- **Exercise directions**
Wherever "main" appears in a line of the listing, that line should be returned.

########

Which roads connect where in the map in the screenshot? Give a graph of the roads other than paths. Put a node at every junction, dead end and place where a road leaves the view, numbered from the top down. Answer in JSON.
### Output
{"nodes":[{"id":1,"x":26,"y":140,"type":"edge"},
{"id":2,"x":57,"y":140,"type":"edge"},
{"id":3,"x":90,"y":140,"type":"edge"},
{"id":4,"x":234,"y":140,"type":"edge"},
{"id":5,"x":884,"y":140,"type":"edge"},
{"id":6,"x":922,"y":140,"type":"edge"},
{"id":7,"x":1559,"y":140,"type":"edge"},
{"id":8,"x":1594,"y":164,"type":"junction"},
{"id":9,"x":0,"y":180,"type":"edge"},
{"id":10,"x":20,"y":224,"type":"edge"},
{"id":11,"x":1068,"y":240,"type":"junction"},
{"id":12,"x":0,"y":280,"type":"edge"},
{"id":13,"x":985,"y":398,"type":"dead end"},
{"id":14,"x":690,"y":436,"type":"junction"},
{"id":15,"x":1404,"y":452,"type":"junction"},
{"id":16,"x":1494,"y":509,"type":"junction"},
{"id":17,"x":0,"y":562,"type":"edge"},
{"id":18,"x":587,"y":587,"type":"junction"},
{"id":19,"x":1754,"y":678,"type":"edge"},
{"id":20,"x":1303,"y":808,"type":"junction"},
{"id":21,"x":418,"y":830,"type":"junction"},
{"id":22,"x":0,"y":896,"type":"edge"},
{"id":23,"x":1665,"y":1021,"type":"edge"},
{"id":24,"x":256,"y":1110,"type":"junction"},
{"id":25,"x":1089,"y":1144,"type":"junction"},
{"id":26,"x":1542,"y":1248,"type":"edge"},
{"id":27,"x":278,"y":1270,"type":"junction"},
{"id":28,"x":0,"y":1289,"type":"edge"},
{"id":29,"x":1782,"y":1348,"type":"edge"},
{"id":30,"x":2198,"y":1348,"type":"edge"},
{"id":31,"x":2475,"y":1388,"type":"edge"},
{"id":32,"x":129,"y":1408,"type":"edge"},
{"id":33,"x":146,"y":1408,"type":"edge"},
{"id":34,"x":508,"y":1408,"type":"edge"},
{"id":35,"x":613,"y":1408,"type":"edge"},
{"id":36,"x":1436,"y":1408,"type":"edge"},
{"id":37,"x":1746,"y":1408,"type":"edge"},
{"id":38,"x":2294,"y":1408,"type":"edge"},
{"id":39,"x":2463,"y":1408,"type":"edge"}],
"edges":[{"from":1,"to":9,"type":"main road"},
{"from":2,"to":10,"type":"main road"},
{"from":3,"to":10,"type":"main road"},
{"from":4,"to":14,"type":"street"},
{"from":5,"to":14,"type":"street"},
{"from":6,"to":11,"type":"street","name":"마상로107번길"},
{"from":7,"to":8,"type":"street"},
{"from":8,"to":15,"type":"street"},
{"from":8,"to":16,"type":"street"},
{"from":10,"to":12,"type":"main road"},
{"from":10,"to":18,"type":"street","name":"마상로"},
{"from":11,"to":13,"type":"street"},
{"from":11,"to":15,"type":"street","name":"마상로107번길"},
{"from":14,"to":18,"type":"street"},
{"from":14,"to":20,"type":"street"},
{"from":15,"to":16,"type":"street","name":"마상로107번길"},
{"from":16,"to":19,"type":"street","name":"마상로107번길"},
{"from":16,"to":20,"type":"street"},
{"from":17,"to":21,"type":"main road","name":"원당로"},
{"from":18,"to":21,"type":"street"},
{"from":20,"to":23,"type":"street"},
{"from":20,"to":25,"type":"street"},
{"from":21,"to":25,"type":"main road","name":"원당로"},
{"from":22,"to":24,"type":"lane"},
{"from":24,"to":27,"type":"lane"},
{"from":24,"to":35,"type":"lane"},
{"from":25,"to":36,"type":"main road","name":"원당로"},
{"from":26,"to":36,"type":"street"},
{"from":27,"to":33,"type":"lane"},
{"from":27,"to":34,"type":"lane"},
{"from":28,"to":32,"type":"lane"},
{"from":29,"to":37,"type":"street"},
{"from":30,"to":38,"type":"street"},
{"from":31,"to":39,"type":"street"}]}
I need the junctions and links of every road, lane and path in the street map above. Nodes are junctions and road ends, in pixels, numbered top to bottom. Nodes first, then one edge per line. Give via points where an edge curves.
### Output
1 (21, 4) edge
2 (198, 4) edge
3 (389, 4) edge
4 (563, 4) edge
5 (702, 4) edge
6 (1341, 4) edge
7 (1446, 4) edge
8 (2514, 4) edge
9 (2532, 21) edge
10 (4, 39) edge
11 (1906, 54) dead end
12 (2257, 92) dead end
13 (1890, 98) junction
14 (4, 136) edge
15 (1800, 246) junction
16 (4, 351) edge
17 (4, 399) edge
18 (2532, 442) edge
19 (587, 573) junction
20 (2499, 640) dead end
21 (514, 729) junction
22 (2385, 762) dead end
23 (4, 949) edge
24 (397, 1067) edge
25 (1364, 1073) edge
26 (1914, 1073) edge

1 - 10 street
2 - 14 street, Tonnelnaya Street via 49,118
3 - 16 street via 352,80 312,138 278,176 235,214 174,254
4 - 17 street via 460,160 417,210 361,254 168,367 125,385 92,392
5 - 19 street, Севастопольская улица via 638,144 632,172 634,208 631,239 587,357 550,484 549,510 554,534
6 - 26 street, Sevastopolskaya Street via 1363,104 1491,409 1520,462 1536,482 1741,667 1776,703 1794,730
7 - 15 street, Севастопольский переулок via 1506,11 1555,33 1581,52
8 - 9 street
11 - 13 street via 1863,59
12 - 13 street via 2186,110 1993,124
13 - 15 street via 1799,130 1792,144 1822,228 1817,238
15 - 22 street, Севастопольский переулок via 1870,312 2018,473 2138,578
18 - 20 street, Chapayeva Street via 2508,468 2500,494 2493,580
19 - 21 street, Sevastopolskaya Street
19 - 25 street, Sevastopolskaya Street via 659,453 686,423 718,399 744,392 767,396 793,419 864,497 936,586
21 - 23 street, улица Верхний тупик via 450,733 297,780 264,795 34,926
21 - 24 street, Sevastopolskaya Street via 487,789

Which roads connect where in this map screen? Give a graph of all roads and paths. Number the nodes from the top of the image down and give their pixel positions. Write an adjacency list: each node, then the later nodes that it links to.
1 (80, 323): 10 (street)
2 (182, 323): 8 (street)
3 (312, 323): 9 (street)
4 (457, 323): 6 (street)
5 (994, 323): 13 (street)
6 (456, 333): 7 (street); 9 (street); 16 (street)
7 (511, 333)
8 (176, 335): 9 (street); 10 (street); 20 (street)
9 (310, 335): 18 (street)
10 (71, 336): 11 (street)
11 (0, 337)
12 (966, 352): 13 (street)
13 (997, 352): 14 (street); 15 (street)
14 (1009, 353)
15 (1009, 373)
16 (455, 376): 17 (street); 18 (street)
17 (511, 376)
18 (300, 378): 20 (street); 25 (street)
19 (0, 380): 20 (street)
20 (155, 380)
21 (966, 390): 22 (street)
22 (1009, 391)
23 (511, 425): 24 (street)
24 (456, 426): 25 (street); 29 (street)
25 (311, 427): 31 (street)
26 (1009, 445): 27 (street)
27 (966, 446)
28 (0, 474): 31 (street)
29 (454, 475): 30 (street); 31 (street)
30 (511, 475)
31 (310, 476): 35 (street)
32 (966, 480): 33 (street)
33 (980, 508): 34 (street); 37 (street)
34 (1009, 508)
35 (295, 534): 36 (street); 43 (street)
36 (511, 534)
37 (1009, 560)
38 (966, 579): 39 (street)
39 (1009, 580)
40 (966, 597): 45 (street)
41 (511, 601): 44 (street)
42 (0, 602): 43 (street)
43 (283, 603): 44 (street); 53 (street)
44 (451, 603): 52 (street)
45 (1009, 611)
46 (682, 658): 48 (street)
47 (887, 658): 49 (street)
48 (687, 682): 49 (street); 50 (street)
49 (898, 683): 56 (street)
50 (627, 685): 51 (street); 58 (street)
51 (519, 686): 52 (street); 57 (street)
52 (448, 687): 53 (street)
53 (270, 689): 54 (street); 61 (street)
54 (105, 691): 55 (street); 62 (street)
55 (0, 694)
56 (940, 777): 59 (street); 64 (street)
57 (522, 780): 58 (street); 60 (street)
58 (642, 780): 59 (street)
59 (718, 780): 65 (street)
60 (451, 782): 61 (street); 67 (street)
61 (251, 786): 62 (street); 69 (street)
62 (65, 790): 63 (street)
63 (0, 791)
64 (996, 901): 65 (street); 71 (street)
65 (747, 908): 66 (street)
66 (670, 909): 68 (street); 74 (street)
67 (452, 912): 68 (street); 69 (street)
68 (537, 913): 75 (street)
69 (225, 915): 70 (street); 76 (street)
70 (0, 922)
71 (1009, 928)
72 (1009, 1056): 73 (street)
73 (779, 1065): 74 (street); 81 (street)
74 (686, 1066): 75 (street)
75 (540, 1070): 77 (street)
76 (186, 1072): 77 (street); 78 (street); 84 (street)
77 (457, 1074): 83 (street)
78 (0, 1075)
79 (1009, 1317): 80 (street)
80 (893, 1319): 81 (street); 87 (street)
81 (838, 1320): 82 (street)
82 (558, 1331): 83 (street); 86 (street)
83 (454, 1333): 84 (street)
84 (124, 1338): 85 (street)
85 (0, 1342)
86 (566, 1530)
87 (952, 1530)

########

- **Written solution**
"edges":[{"from":1,"to":9,"type":"main road"},
{"from":2,"to":10,"type":"main road"},
{"from":3,"to":10,"type":"main road"},
{"from":10,"to":12,"type":"main road"},
{"from":17,"to":21,"type":"main road","name":"원당로"},
{"from":21,"to":25,"type":"main road","name":"원당로"},
{"from":25,"to":36,"type":"main road","name":"원당로"},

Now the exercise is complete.